Data supplied:
━━━
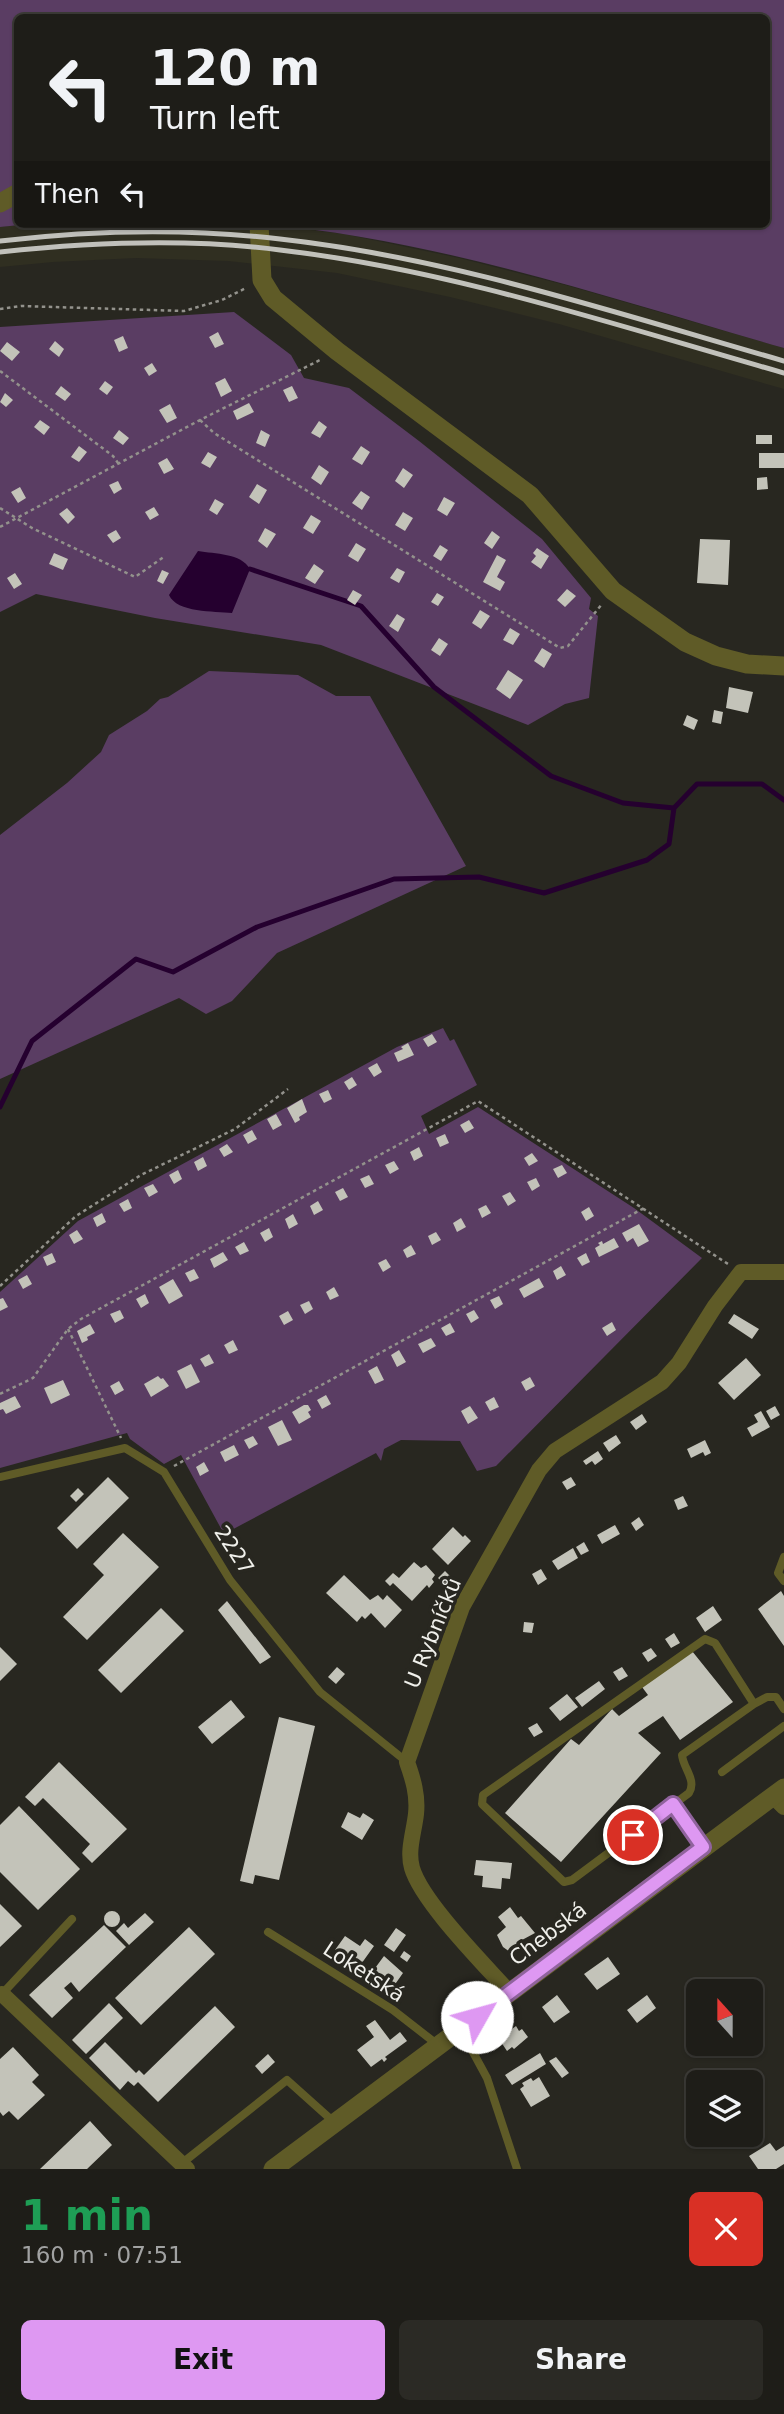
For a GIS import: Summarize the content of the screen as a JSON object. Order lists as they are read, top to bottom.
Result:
━━━
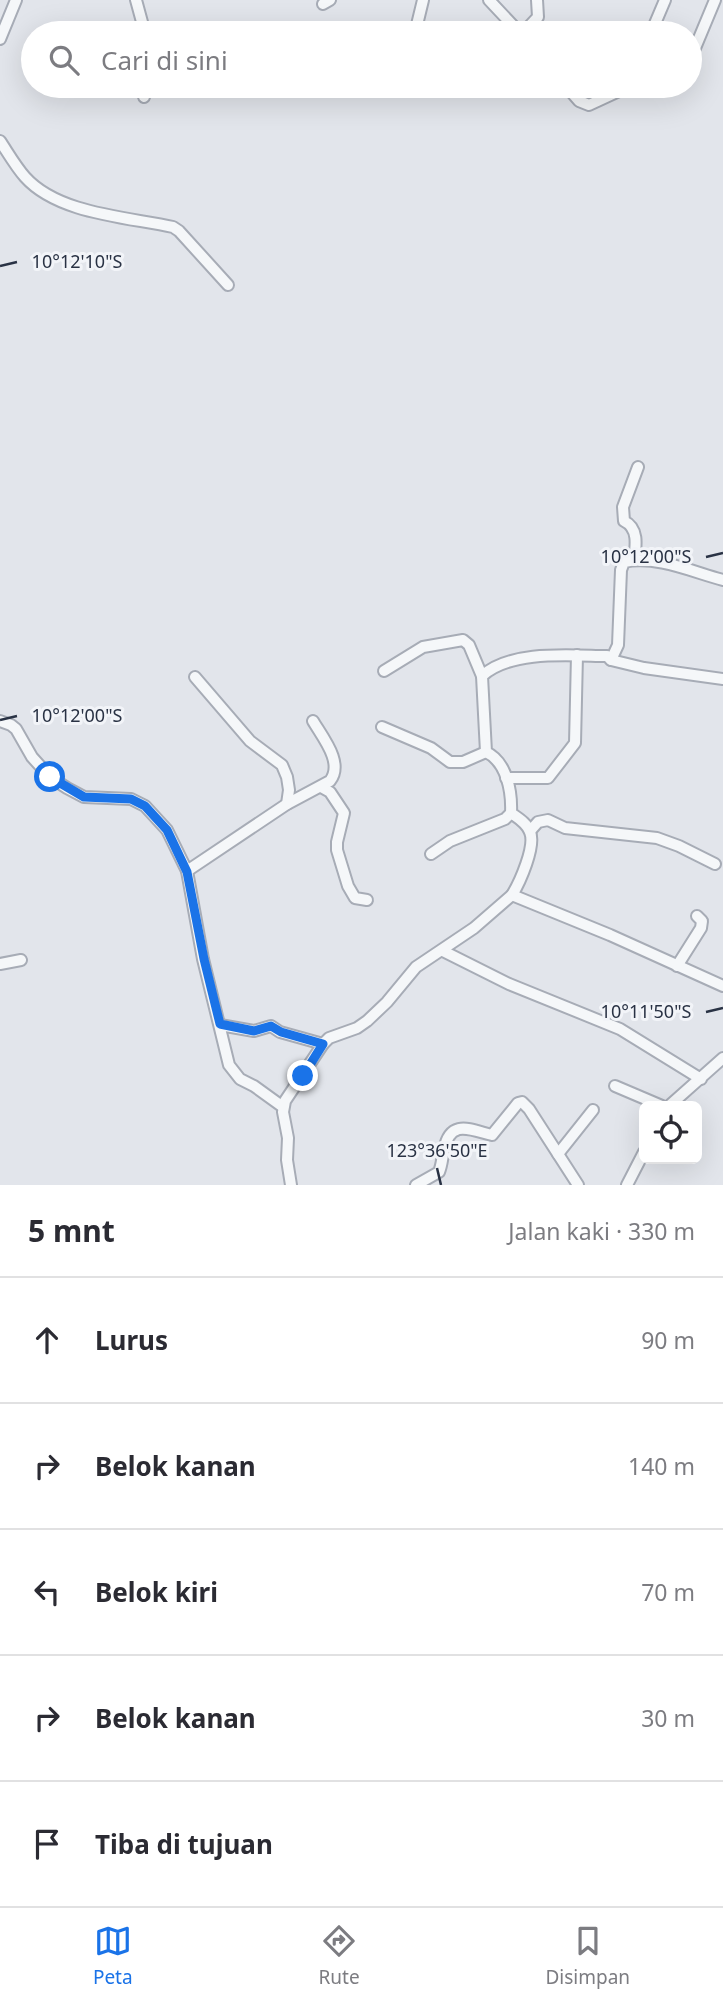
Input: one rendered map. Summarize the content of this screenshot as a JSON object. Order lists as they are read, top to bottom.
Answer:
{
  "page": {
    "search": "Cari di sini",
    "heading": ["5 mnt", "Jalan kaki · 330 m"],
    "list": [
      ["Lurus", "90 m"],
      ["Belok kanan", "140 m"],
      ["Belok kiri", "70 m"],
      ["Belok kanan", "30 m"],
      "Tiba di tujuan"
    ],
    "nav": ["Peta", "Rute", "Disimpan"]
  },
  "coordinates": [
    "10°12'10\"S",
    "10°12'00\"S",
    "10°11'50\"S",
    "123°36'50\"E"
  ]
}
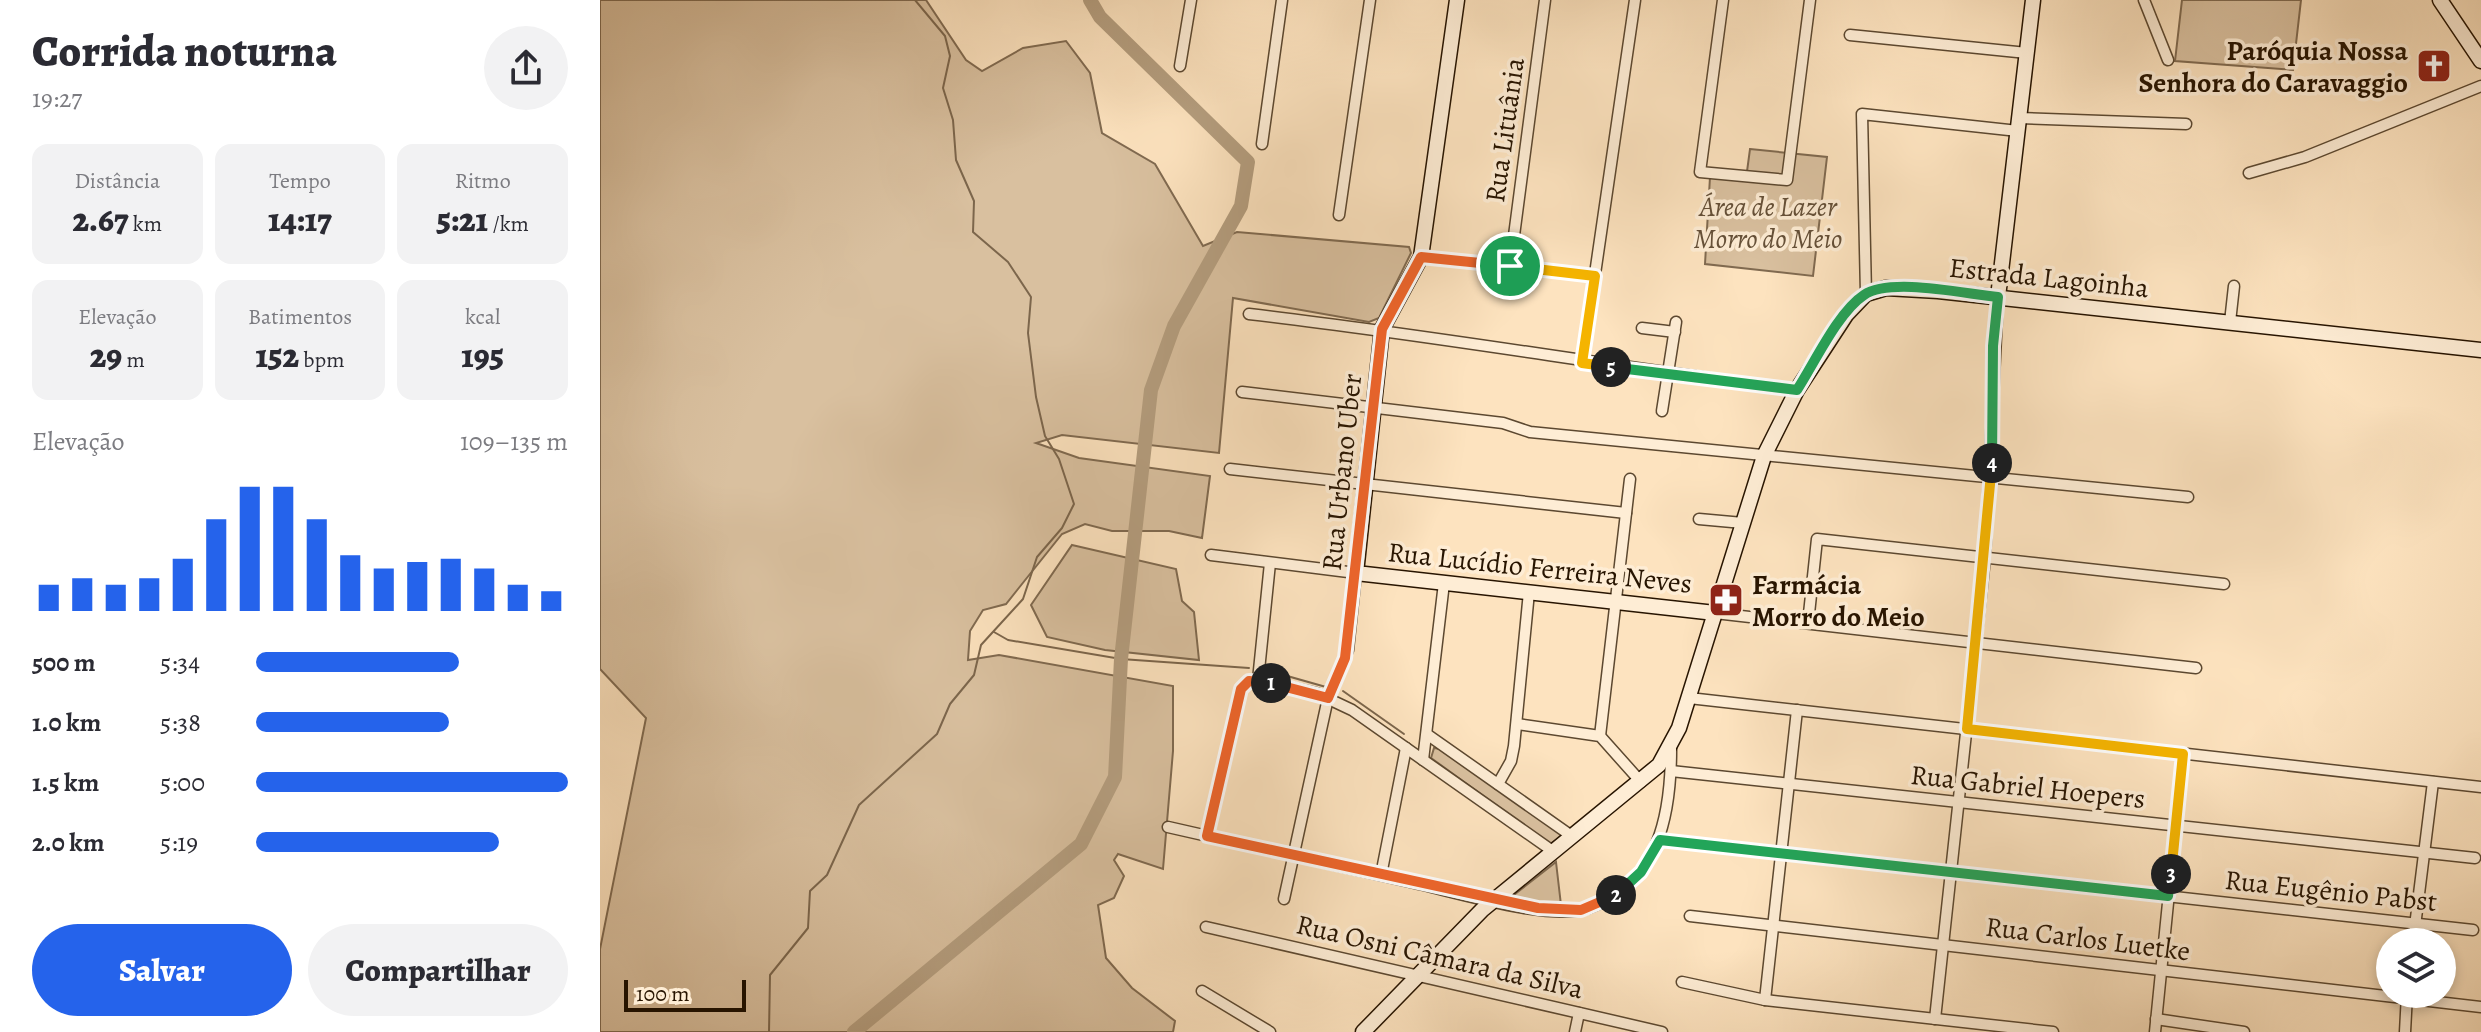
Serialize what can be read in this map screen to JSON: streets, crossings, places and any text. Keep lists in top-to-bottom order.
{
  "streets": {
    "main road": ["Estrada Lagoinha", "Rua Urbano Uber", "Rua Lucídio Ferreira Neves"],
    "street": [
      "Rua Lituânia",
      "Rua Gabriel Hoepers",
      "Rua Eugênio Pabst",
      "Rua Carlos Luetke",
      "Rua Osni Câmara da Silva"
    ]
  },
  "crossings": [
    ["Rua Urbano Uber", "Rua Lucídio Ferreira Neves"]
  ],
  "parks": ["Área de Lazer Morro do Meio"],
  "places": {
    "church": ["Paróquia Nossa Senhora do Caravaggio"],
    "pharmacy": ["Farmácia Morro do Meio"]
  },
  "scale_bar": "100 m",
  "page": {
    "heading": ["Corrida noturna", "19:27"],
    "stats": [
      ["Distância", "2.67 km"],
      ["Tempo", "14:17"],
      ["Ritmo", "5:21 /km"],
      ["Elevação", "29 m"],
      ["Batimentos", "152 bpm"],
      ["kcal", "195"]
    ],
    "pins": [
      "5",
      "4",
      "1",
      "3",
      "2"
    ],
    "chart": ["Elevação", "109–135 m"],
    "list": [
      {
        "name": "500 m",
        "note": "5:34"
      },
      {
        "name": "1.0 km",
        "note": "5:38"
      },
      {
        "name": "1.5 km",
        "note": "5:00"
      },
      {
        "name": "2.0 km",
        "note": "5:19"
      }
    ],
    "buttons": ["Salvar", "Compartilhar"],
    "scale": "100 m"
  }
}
━━━
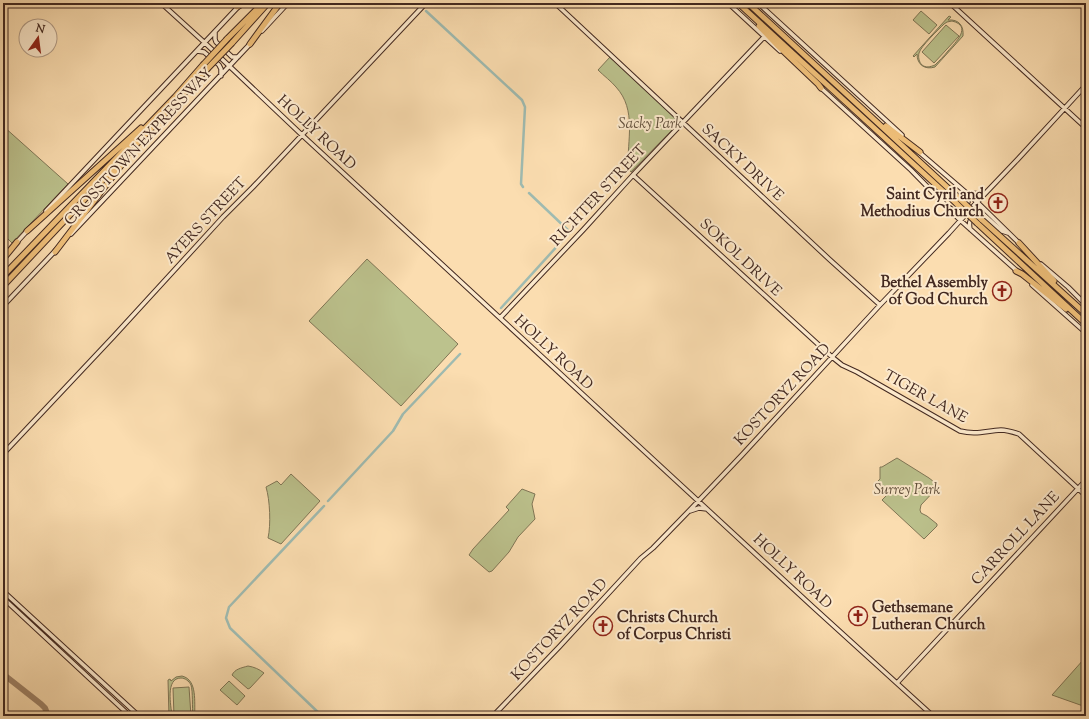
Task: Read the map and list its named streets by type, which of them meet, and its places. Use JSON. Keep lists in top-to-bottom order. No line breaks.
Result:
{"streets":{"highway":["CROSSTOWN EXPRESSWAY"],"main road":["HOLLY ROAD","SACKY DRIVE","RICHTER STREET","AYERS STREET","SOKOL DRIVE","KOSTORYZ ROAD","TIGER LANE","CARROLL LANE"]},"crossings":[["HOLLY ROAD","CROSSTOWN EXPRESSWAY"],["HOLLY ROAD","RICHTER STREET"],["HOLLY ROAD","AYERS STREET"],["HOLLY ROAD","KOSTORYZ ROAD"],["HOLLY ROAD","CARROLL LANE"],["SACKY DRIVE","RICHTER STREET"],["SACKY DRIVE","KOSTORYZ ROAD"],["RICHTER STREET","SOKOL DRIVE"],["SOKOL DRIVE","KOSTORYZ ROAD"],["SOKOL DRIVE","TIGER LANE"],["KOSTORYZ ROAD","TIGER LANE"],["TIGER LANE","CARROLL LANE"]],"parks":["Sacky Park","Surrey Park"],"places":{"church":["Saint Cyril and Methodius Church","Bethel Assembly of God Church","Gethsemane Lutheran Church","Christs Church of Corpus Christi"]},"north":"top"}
━━━
Work order: Return every line from the entries that holds the string "Summarize".

Answer for the task:
For a GIS import: Summarize the content of the screen as a JSON object. Order lists as they are read, top to bottom.
Input: one rendered map. Summarize the content of this screenshot as a JSON object. Order lists as they are read, top to bottom.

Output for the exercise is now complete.